13-Jähriger aus dem Kinderheim beeindruckt Bergedorfs Postler

Fast immer sind es die Eltern, die sich hinter diese erste „Job-Suche“ für ihren Nachwuchs klemmen oder die Kinder gleich selbst mit zu ihrer Arbeit nehmen. „Fast alle in meiner Klasse an der Stadtteilschule Bergedorf hatten schon einen Platz, nur ich nicht“, sagt Amin Haddadi, der in einer Wohngruppe des Kinderheims ohne seine Eltern lebt.

Also nahm er sein Herz in die Hand und klopfte an der Tür zum Chefbüro des Briefzentrums. „So etwas habe ich noch nie erlebt“, erinnert sich Ricarda Schuler, die an jenem 28. April 2022 auf der anderen Seite der Tür saß. „Es trat ein Junge ein, ganz allein und ein bisschen aufgeregt.“ Aber dann habe er „so freundlich und bestimmt nachgefragt, ob bei uns vielleicht noch ein Platz für ihn am Girls’ and Boys’ Day frei wäre, dass ich gar nicht ablehnen konnte“.

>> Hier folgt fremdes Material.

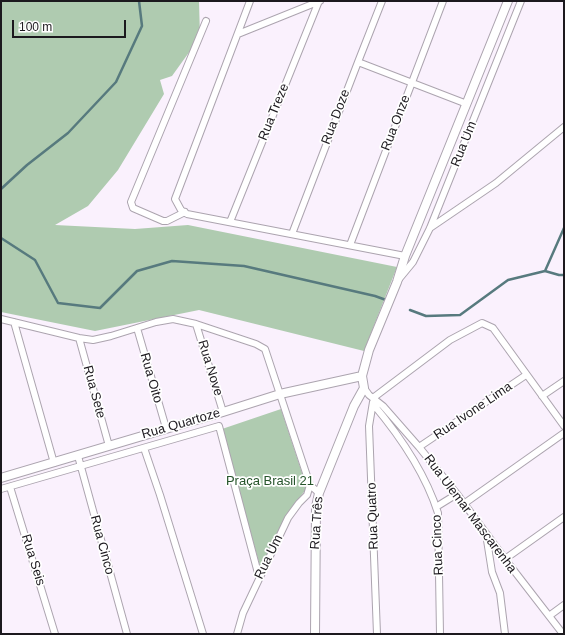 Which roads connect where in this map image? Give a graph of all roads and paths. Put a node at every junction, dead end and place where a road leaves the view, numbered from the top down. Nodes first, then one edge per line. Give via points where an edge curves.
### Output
1 (250, 1) edge
2 (320, 1) edge
3 (382, 1) edge
4 (443, 1) edge
5 (508, 1) edge
6 (521, 1) edge
7 (206, 21) dead end
8 (238, 34) junction
9 (358, 62) junction
10 (411, 82) junction
11 (467, 104) junction
12 (564, 127) edge
13 (185, 212) junction
14 (230, 222) junction
15 (430, 228) junction
16 (292, 234) junction
17 (350, 245) junction
18 (405, 256) junction
19 (396, 282) junction
20 (1, 319) edge
21 (14, 322) junction
22 (196, 324) junction
23 (137, 328) junction
24 (79, 338) junction
25 (526, 375) junction
26 (362, 376) junction
27 (564, 381) edge
28 (364, 388) junction
29 (280, 394) junction
30 (542, 396) junction
31 (373, 401) junction
32 (223, 412) junction
33 (564, 426) edge
34 (162, 430) junction
35 (564, 433) edge
36 (123, 442) junction
37 (154, 445) junction
38 (109, 446) junction
39 (419, 447) junction
40 (144, 448) junction
41 (126, 453) junction
42 (78, 456) junction
43 (54, 463) junction
44 (81, 466) junction
45 (1, 478) edge
46 (310, 485) junction
47 (10, 487) junction
48 (1, 489) edge
49 (319, 493) junction
50 (457, 494) junction
51 (465, 503) junction
52 (436, 507) junction
53 (564, 517) edge
54 (486, 532) junction
55 (505, 560) junction
56 (259, 577) junction
57 (564, 605) edge
58 (548, 616) junction
59 (55, 634) edge
60 (127, 634) edge
61 (203, 634) edge
62 (237, 634) edge
63 (315, 634) edge
64 (377, 634) edge
65 (440, 634) edge
66 (505, 634) edge
67 (563, 634) edge

1 - 8 street
2 - 8 street
2 - 14 street, Rua Treze
3 - 9 street, Rua Doze
4 - 10 street, Rua Onze
5 - 11 street, Rua Um
6 - 15 street, Rua Um
7 - 13 street via 131,202 133,208 163,221
8 - 13 street via 175,198 181,210
9 - 10 street
9 - 16 street, Rua Doze
10 - 11 street
10 - 17 street, Rua Onze
11 - 18 street, Rua Um
12 - 15 street via 496,183
13 - 14 street
14 - 16 street
15 - 19 street, Rua Um via 413,262
16 - 17 street
17 - 18 street
18 - 19 street, Rua Um
19 - 26 street, Rua Um via 368,350
20 - 21 street
21 - 24 street
21 - 43 street
22 - 23 street via 173,319
22 - 29 street via 265,349
22 - 32 street, Rua Nove
23 - 24 street via 93,340
23 - 34 street, Rua Oito
24 - 38 street, Rua Sete
25 - 30 street
25 - 31 street via 493,328 482,323 450,340
25 - 39 street, Rua Ivone Lima
26 - 28 street, Rua Um
26 - 29 street, Rua Quartoze
27 - 30 street
28 - 31 street
28 - 49 street, Rua Três via 354,406
29 - 32 street, Rua Quartoze
29 - 46 street
30 - 33 street
31 - 39 street, Rua Ulemar Mascarenha via 383,406
31 - 52 street, Rua Cinco via 408,450
31 - 64 street, Rua Quatro via 369,426
32 - 34 street, Rua Quartoze
34 - 36 street, Rua Quartoze
34 - 37 street
35 - 51 street
36 - 38 street, Rua Quartoze
36 - 41 street
37 - 40 street, Rua Quartoze
37 - 56 street, Rua Quartoze via 220,426
38 - 42 street, Rua Quartoze
39 - 50 street, Rua Ulemar Mascarenha
40 - 41 street, Rua Quartoze
40 - 61 street
41 - 44 street, Rua Quartoze
42 - 43 street, Rua Quartoze
42 - 44 street, Rua Cinco
43 - 45 street, Rua Quartoze
44 - 47 street, Rua Quartoze
44 - 60 street, Rua Cinco
46 - 49 street
46 - 56 street, Rua Um via 307,495 288,518
47 - 48 street, Rua Quartoze
47 - 59 street, Rua Seis
49 - 63 street, Rua Três via 316,507
50 - 51 street, Rua Ulemar Mascarenha
50 - 52 street
51 - 54 street, Rua Ulemar Mascarenha
52 - 65 street, Rua Cinco
53 - 55 street
54 - 55 street, Rua Ulemar Mascarenha
54 - 66 street via 492,572 500,593
55 - 58 street, Rua Ulemar Mascarenha
56 - 62 street, Rua Um
57 - 58 street
58 - 67 street, Rua Ulemar Mascarenha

Mit dem Fahrrad und Zustellerin Anja Heitmann auf Tour durch Boberg

Tatsächlich eroberte der kleine Kerl die Herzen aller Postler des Briefverteilzentrums im Sturm. „Amin ist ein Sonnenschein“, ist sich Ricarda Schuler mit Anja Heitmann einig, die ihn damals im April mit auf ihre Zustelltour ins Gewerbegebiet Boberg rund um die Osterrade mitnahm. Beide waren mit dem Fahrrad unterwegs und wurden innerhalb des einen Tages zu guten Freunden.

Dass Amin Haddadi mittlerweile fast jedem im Briefverteilzentrum bekannt ist, liegt an zwei weiteren Kurzpraktika: „Sowohl in den Mai-Ferien als auch im Sommer hat er uns für einen Tag besucht. Und natürlich ist er auch weiterhin immer herzlich willkommen“, sagt Ricarda Schuler, die kurz vor Weihnachten jetzt mit einer kleinen Delegation aus dem Briefzentrum zum Überraschungsbesuch ins Kinderheim St. Elisabeth kam.

Bälle, Taschen und Bücher für die Kinder von St. Elisabeth

„So etwas haben auch wir noch nie gemacht. Aber Amin, du bist eben ein ganz außergewöhnlicher junger Mensch“, gestand sie beim Treffen an ungewohnter Stelle. Natürlich waren die vier Kollegen nicht mit leeren Händen gekommen: Ein ganzes Netz voller Bälle, Taschen mit weihnachtlich verpackten Büchern für Kinder und Jugendliche sowie Kuscheltiere wie „Bruno Posti“, den Postbär, hatte die Delegation im Gepäck.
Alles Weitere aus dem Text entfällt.